• Exercise prompt: The data is to be transcribed in full, with nothing missed.

• Records for the task:
• • • •

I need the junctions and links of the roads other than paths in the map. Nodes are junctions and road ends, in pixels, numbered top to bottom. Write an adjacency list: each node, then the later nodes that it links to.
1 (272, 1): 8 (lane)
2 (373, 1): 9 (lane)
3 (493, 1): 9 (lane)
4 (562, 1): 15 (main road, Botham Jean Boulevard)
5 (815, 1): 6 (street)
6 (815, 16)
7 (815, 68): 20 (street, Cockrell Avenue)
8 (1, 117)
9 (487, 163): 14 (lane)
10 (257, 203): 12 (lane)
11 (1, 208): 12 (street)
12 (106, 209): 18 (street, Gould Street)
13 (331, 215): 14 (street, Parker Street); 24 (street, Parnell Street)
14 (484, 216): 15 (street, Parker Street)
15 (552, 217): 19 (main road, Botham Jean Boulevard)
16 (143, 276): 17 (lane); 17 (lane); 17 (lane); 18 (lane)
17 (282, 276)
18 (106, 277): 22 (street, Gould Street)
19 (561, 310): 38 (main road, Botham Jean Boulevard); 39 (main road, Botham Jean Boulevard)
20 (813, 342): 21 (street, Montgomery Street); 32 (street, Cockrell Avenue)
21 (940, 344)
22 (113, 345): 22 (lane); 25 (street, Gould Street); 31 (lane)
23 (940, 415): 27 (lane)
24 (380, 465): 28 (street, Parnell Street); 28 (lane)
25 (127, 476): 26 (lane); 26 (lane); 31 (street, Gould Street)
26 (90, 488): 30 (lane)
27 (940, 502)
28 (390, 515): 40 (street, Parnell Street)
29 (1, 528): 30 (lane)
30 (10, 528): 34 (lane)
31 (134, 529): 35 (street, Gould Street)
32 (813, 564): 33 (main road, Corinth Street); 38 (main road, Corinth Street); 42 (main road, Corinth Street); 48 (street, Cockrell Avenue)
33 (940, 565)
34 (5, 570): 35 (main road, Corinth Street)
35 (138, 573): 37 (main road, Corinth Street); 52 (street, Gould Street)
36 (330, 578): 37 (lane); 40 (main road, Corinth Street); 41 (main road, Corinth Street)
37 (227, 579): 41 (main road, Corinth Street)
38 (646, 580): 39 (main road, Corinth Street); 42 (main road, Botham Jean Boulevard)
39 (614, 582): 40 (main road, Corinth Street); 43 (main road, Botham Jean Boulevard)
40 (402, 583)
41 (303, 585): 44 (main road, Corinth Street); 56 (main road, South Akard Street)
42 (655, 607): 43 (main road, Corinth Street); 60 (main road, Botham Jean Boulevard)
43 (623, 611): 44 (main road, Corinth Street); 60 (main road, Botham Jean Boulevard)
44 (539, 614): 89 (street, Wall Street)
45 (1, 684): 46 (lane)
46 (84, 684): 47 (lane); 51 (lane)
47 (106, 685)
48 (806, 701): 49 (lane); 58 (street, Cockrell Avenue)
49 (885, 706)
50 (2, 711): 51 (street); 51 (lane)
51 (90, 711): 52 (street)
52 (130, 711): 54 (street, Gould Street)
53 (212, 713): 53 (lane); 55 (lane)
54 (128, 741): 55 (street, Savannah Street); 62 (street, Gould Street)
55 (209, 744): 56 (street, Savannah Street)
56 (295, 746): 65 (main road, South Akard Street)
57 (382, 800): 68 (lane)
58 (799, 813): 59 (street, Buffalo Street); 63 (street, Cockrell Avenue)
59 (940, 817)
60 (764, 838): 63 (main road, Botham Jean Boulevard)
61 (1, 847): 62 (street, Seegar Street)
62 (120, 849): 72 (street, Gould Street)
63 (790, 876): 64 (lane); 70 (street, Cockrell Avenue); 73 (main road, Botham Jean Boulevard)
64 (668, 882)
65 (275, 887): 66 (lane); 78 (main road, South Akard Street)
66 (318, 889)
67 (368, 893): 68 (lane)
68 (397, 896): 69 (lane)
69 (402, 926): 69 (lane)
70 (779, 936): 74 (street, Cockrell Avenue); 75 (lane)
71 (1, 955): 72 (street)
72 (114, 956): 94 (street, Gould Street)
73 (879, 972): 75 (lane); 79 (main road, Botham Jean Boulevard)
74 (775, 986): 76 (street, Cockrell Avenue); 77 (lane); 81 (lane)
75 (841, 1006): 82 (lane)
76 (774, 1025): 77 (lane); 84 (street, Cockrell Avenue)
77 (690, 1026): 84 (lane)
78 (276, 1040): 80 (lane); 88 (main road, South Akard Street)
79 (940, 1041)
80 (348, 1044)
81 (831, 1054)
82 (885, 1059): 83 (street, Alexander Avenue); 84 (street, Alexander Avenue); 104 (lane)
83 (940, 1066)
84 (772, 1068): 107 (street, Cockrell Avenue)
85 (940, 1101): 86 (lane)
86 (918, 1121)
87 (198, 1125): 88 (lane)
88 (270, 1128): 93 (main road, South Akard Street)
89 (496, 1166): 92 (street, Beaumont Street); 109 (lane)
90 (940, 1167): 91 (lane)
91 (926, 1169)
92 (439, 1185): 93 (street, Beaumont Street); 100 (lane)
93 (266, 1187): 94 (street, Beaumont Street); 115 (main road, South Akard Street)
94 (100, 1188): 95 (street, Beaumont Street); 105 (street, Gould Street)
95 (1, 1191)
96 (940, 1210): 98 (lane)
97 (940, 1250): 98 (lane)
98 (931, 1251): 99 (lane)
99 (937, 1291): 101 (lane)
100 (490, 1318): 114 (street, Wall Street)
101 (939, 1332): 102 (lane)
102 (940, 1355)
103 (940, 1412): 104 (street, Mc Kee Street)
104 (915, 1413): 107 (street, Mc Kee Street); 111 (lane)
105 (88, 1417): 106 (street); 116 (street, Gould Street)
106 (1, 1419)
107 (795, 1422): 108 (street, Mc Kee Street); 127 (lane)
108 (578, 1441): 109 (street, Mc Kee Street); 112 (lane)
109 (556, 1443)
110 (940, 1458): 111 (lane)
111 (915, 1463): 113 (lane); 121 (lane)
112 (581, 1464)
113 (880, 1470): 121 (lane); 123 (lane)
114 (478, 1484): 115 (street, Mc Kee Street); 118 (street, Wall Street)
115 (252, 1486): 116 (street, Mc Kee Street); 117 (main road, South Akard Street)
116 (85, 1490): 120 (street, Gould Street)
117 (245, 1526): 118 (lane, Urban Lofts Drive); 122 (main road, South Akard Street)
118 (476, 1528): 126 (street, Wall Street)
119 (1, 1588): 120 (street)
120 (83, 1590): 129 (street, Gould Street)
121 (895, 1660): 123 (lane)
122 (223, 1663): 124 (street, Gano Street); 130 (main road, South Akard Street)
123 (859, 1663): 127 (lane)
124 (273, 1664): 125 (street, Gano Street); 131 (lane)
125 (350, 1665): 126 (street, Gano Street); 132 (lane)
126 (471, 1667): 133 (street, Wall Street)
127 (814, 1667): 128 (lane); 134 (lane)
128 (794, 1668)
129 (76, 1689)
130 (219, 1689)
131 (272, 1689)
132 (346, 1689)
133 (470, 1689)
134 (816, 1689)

• • • •

• Exercise answer:
I need the junctions and links of the roads other than paths in the map. Nodes are junctions and road ends, in pixels, numbered top to bottom. Write an adjacency list: each node, then the later nodes that it links to.
1 (272, 1): 8 (lane)
2 (373, 1): 9 (lane)
3 (493, 1): 9 (lane)
4 (562, 1): 15 (main road, Botham Jean Boulevard)
5 (815, 1): 6 (street)
6 (815, 16)
7 (815, 68): 20 (street, Cockrell Avenue)
8 (1, 117)
9 (487, 163): 14 (lane)
10 (257, 203): 12 (lane)
11 (1, 208): 12 (street)
12 (106, 209): 18 (street, Gould Street)
13 (331, 215): 14 (street, Parker Street); 24 (street, Parnell Street)
14 (484, 216): 15 (street, Parker Street)
15 (552, 217): 19 (main road, Botham Jean Boulevard)
16 (143, 276): 17 (lane); 17 (lane); 17 (lane); 18 (lane)
17 (282, 276)
18 (106, 277): 22 (street, Gould Street)
19 (561, 310): 38 (main road, Botham Jean Boulevard); 39 (main road, Botham Jean Boulevard)
20 (813, 342): 21 (street, Montgomery Street); 32 (street, Cockrell Avenue)
21 (940, 344)
22 (113, 345): 22 (lane); 25 (street, Gould Street); 31 (lane)
23 (940, 415): 27 (lane)
24 (380, 465): 28 (street, Parnell Street); 28 (lane)
25 (127, 476): 26 (lane); 26 (lane); 31 (street, Gould Street)
26 (90, 488): 30 (lane)
27 (940, 502)
28 (390, 515): 40 (street, Parnell Street)
29 (1, 528): 30 (lane)
30 (10, 528): 34 (lane)
31 (134, 529): 35 (street, Gould Street)
32 (813, 564): 33 (main road, Corinth Street); 38 (main road, Corinth Street); 42 (main road, Corinth Street); 48 (street, Cockrell Avenue)
33 (940, 565)
34 (5, 570): 35 (main road, Corinth Street)
35 (138, 573): 37 (main road, Corinth Street); 52 (street, Gould Street)
36 (330, 578): 37 (lane); 40 (main road, Corinth Street); 41 (main road, Corinth Street)
37 (227, 579): 41 (main road, Corinth Street)
38 (646, 580): 39 (main road, Corinth Street); 42 (main road, Botham Jean Boulevard)
39 (614, 582): 40 (main road, Corinth Street); 43 (main road, Botham Jean Boulevard)
40 (402, 583)
41 (303, 585): 44 (main road, Corinth Street); 56 (main road, South Akard Street)
42 (655, 607): 43 (main road, Corinth Street); 60 (main road, Botham Jean Boulevard)
43 (623, 611): 44 (main road, Corinth Street); 60 (main road, Botham Jean Boulevard)
44 (539, 614): 89 (street, Wall Street)
45 (1, 684): 46 (lane)
46 (84, 684): 47 (lane); 51 (lane)
47 (106, 685)
48 (806, 701): 49 (lane); 58 (street, Cockrell Avenue)
49 (885, 706)
50 (2, 711): 51 (street); 51 (lane)
51 (90, 711): 52 (street)
52 (130, 711): 54 (street, Gould Street)
53 (212, 713): 53 (lane); 55 (lane)
54 (128, 741): 55 (street, Savannah Street); 62 (street, Gould Street)
55 (209, 744): 56 (street, Savannah Street)
56 (295, 746): 65 (main road, South Akard Street)
57 (382, 800): 68 (lane)
58 (799, 813): 59 (street, Buffalo Street); 63 (street, Cockrell Avenue)
59 (940, 817)
60 (764, 838): 63 (main road, Botham Jean Boulevard)
61 (1, 847): 62 (street, Seegar Street)
62 (120, 849): 72 (street, Gould Street)
63 (790, 876): 64 (lane); 70 (street, Cockrell Avenue); 73 (main road, Botham Jean Boulevard)
64 (668, 882)
65 (275, 887): 66 (lane); 78 (main road, South Akard Street)
66 (318, 889)
67 (368, 893): 68 (lane)
68 (397, 896): 69 (lane)
69 (402, 926): 69 (lane)
70 (779, 936): 74 (street, Cockrell Avenue); 75 (lane)
71 (1, 955): 72 (street)
72 (114, 956): 94 (street, Gould Street)
73 (879, 972): 75 (lane); 79 (main road, Botham Jean Boulevard)
74 (775, 986): 76 (street, Cockrell Avenue); 77 (lane); 81 (lane)
75 (841, 1006): 82 (lane)
76 (774, 1025): 77 (lane); 84 (street, Cockrell Avenue)
77 (690, 1026): 84 (lane)
78 (276, 1040): 80 (lane); 88 (main road, South Akard Street)
79 (940, 1041)
80 (348, 1044)
81 (831, 1054)
82 (885, 1059): 83 (street, Alexander Avenue); 84 (street, Alexander Avenue); 104 (lane)
83 (940, 1066)
84 (772, 1068): 107 (street, Cockrell Avenue)
85 (940, 1101): 86 (lane)
86 (918, 1121)
87 (198, 1125): 88 (lane)
88 (270, 1128): 93 (main road, South Akard Street)
89 (496, 1166): 92 (street, Beaumont Street); 109 (lane)
90 (940, 1167): 91 (lane)
91 (926, 1169)
92 (439, 1185): 93 (street, Beaumont Street); 100 (lane)
93 (266, 1187): 94 (street, Beaumont Street); 115 (main road, South Akard Street)
94 (100, 1188): 95 (street, Beaumont Street); 105 (street, Gould Street)
95 (1, 1191)
96 (940, 1210): 98 (lane)
97 (940, 1250): 98 (lane)
98 (931, 1251): 99 (lane)
99 (937, 1291): 101 (lane)
100 (490, 1318): 114 (street, Wall Street)
101 (939, 1332): 102 (lane)
102 (940, 1355)
103 (940, 1412): 104 (street, Mc Kee Street)
104 (915, 1413): 107 (street, Mc Kee Street); 111 (lane)
105 (88, 1417): 106 (street); 116 (street, Gould Street)
106 (1, 1419)
107 (795, 1422): 108 (street, Mc Kee Street); 127 (lane)
108 (578, 1441): 109 (street, Mc Kee Street); 112 (lane)
109 (556, 1443)
110 (940, 1458): 111 (lane)
111 (915, 1463): 113 (lane); 121 (lane)
112 (581, 1464)
113 (880, 1470): 121 (lane); 123 (lane)
114 (478, 1484): 115 (street, Mc Kee Street); 118 (street, Wall Street)
115 (252, 1486): 116 (street, Mc Kee Street); 117 (main road, South Akard Street)
116 (85, 1490): 120 (street, Gould Street)
117 (245, 1526): 118 (lane, Urban Lofts Drive); 122 (main road, South Akard Street)
118 (476, 1528): 126 (street, Wall Street)
119 (1, 1588): 120 (street)
120 (83, 1590): 129 (street, Gould Street)
121 (895, 1660): 123 (lane)
122 (223, 1663): 124 (street, Gano Street); 130 (main road, South Akard Street)
123 (859, 1663): 127 (lane)
124 (273, 1664): 125 (street, Gano Street); 131 (lane)
125 (350, 1665): 126 (street, Gano Street); 132 (lane)
126 (471, 1667): 133 (street, Wall Street)
127 (814, 1667): 128 (lane); 134 (lane)
128 (794, 1668)
129 (76, 1689)
130 (219, 1689)
131 (272, 1689)
132 (346, 1689)
133 (470, 1689)
134 (816, 1689)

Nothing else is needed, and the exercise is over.